WORK REQUIRED: Read the material below and count the lines holding the string "highway". Give that count with nothing added.
──────────
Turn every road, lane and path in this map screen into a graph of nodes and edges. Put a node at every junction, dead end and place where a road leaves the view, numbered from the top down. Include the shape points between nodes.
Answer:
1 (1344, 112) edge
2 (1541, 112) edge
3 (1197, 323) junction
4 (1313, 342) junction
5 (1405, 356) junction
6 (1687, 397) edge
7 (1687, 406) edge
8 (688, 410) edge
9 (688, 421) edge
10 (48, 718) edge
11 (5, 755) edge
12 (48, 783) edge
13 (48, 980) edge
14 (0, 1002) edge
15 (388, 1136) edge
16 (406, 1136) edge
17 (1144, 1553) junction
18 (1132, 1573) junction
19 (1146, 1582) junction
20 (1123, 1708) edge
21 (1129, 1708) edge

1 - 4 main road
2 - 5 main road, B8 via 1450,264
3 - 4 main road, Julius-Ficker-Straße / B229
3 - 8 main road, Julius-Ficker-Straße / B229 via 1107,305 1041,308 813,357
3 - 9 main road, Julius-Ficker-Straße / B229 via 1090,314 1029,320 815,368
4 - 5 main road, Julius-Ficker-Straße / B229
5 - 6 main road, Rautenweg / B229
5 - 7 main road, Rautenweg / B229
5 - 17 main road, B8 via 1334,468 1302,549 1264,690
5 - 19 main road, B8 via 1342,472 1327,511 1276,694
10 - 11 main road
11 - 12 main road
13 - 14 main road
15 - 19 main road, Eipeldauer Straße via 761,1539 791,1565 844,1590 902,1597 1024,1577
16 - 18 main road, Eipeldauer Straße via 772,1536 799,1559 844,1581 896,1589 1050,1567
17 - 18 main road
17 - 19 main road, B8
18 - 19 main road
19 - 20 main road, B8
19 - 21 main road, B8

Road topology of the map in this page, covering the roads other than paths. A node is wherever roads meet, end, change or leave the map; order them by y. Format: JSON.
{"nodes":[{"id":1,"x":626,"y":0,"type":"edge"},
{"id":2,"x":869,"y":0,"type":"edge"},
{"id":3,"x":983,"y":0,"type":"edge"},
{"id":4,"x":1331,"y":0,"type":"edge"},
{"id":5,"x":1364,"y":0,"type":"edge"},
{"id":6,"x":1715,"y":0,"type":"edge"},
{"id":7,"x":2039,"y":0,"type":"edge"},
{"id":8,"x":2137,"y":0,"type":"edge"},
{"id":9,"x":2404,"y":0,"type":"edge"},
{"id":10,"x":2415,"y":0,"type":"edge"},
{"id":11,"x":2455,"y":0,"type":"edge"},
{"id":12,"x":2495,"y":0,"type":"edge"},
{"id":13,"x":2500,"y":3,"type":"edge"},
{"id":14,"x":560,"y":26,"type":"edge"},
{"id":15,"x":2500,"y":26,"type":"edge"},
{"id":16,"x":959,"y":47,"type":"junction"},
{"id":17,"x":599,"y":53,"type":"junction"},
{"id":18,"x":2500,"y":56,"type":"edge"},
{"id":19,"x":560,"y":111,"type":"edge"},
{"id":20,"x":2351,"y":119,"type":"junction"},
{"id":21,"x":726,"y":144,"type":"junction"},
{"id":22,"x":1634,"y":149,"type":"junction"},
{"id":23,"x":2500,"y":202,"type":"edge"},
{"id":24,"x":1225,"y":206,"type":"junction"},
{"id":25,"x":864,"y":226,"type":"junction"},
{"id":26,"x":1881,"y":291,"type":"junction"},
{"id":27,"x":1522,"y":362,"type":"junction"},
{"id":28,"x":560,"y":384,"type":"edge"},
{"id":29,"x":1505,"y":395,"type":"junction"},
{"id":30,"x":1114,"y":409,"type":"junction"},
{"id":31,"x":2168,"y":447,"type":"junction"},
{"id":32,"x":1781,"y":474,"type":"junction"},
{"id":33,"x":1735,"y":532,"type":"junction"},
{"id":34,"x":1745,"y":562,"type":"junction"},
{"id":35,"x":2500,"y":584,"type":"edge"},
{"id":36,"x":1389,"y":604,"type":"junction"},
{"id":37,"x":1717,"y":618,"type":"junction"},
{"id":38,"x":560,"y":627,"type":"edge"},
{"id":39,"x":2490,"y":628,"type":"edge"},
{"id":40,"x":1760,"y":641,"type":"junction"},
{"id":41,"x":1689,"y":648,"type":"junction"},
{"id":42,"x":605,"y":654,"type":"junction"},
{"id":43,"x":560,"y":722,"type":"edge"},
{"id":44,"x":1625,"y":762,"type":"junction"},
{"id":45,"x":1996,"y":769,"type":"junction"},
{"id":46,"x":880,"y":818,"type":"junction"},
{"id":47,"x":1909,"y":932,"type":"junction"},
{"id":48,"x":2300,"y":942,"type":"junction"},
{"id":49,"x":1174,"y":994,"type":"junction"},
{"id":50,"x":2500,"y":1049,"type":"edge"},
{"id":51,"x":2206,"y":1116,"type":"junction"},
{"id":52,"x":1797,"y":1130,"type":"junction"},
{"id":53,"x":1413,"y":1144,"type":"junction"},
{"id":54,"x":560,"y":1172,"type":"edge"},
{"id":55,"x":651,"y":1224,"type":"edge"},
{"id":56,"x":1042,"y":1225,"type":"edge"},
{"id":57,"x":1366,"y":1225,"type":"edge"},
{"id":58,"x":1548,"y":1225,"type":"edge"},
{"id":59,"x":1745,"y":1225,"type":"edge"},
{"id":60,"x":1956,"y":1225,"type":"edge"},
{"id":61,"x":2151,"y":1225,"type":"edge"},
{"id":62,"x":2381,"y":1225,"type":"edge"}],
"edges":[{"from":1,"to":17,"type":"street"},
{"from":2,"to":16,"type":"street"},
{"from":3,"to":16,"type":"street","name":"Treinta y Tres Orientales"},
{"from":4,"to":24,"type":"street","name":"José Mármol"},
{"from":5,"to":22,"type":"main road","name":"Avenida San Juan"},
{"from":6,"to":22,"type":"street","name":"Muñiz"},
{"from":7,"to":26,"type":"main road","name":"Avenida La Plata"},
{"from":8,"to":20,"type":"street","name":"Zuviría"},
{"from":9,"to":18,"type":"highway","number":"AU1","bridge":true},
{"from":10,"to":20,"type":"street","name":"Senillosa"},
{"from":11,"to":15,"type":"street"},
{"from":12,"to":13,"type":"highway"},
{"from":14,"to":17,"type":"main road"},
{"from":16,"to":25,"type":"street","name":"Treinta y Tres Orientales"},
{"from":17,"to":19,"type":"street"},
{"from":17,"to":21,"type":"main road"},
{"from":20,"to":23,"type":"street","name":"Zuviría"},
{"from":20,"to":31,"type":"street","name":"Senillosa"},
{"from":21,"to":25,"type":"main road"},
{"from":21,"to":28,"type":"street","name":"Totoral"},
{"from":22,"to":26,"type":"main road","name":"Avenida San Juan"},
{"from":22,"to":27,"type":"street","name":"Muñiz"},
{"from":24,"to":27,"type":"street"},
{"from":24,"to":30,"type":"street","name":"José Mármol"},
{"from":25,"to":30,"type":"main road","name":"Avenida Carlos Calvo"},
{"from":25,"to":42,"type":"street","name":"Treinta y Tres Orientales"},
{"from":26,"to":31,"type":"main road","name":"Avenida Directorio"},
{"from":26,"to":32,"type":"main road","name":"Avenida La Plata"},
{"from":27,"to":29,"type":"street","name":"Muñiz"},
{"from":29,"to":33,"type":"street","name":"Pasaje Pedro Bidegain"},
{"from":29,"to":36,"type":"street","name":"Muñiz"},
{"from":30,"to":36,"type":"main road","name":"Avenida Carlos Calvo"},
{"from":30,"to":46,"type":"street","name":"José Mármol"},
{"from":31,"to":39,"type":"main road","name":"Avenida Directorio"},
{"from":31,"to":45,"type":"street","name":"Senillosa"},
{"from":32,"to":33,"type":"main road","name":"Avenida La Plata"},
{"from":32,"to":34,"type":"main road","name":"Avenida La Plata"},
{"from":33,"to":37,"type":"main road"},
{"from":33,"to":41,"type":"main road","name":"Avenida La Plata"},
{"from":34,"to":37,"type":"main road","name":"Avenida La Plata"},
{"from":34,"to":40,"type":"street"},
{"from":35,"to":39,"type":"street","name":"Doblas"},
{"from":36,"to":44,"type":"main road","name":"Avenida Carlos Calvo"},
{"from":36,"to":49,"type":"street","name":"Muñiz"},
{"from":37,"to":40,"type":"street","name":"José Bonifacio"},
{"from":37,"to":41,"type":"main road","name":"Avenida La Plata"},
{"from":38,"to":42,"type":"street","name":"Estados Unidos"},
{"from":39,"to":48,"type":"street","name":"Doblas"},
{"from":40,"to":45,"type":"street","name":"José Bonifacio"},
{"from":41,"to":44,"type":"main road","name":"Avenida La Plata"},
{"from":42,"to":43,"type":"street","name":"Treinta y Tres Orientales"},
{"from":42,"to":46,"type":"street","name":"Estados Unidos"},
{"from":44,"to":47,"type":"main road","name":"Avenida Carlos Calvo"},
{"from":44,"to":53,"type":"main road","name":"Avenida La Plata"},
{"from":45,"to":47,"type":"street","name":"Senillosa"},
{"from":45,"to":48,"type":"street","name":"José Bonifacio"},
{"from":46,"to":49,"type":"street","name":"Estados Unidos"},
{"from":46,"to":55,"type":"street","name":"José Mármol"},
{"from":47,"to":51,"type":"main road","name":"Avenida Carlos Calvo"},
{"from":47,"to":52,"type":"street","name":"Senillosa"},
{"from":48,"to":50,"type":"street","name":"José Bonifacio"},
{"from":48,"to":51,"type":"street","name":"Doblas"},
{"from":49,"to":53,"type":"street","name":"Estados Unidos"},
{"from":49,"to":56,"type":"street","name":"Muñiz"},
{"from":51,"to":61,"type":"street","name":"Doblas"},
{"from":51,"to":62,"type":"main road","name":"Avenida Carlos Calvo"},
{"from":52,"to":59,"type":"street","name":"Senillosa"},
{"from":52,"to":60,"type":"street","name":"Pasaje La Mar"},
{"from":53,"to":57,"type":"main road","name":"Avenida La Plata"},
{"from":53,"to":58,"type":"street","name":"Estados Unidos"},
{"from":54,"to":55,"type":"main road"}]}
──────────
WRITTEN ANSWER: 2